Exercise prompt ::
Give back all of the data exactly as written.

Records provided ::

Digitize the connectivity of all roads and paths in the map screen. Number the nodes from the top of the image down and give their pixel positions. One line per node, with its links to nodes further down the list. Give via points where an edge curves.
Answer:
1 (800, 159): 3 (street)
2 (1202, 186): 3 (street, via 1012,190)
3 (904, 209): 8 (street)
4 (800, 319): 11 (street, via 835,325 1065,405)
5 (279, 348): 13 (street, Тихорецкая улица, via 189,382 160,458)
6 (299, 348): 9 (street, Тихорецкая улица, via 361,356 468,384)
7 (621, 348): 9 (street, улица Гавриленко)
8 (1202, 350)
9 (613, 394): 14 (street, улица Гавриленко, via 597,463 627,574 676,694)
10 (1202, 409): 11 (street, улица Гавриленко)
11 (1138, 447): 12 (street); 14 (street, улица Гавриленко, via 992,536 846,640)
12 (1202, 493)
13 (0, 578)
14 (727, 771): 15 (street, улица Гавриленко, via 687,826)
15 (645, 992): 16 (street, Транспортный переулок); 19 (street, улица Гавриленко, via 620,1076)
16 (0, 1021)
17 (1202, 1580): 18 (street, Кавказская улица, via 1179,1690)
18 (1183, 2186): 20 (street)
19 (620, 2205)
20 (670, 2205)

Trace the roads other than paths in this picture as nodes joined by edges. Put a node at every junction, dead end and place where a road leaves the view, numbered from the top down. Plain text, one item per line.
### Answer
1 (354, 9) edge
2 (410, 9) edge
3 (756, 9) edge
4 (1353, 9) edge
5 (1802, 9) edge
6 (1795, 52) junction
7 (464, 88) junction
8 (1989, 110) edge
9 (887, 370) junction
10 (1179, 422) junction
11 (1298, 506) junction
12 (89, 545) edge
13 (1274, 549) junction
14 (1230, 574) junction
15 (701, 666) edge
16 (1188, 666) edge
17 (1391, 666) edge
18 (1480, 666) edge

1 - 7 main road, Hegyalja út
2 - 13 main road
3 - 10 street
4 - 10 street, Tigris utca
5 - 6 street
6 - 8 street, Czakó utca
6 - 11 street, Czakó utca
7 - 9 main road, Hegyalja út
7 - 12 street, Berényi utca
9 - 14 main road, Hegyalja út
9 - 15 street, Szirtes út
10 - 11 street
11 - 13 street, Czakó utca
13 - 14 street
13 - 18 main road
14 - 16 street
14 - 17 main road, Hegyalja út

Solution ::
Digitize the connectivity of all roads and paths in the map screen. Number the nodes from the top of the image down and give their pixel positions. One line per node, with its links to nodes further down the list. Give via points where an edge curves.
Answer:
1 (800, 159): 3 (street)
2 (1202, 186): 3 (street, via 1012,190)
3 (904, 209): 8 (street)
4 (800, 319): 11 (street, via 835,325 1065,405)
5 (279, 348): 13 (street, Тихорецкая улица, via 189,382 160,458)
6 (299, 348): 9 (street, Тихорецкая улица, via 361,356 468,384)
7 (621, 348): 9 (street, улица Гавриленко)
8 (1202, 350)
9 (613, 394): 14 (street, улица Гавриленко, via 597,463 627,574 676,694)
10 (1202, 409): 11 (street, улица Гавриленко)
11 (1138, 447): 12 (street); 14 (street, улица Гавриленко, via 992,536 846,640)
12 (1202, 493)
13 (0, 578)
14 (727, 771): 15 (street, улица Гавриленко, via 687,826)
15 (645, 992): 16 (street, Транспортный переулок); 19 (street, улица Гавриленко, via 620,1076)
16 (0, 1021)
17 (1202, 1580): 18 (street, Кавказская улица, via 1179,1690)
18 (1183, 2186): 20 (street)
19 (620, 2205)
20 (670, 2205)

Trace the roads other than paths in this picture as nodes joined by edges. Put a node at every junction, dead end and place where a road leaves the view, numbered from the top down. Plain text, one item per line.
### Answer
1 (354, 9) edge
2 (410, 9) edge
3 (756, 9) edge
4 (1353, 9) edge
5 (1802, 9) edge
6 (1795, 52) junction
7 (464, 88) junction
8 (1989, 110) edge
9 (887, 370) junction
10 (1179, 422) junction
11 (1298, 506) junction
12 (89, 545) edge
13 (1274, 549) junction
14 (1230, 574) junction
15 (701, 666) edge
16 (1188, 666) edge
17 (1391, 666) edge
18 (1480, 666) edge

1 - 7 main road, Hegyalja út
2 - 13 main road
3 - 10 street
4 - 10 street, Tigris utca
5 - 6 street
6 - 8 street, Czakó utca
6 - 11 street, Czakó utca
7 - 9 main road, Hegyalja út
7 - 12 street, Berényi utca
9 - 14 main road, Hegyalja út
9 - 15 street, Szirtes út
10 - 11 street
11 - 13 street, Czakó utca
13 - 14 street
13 - 18 main road
14 - 16 street
14 - 17 main road, Hegyalja út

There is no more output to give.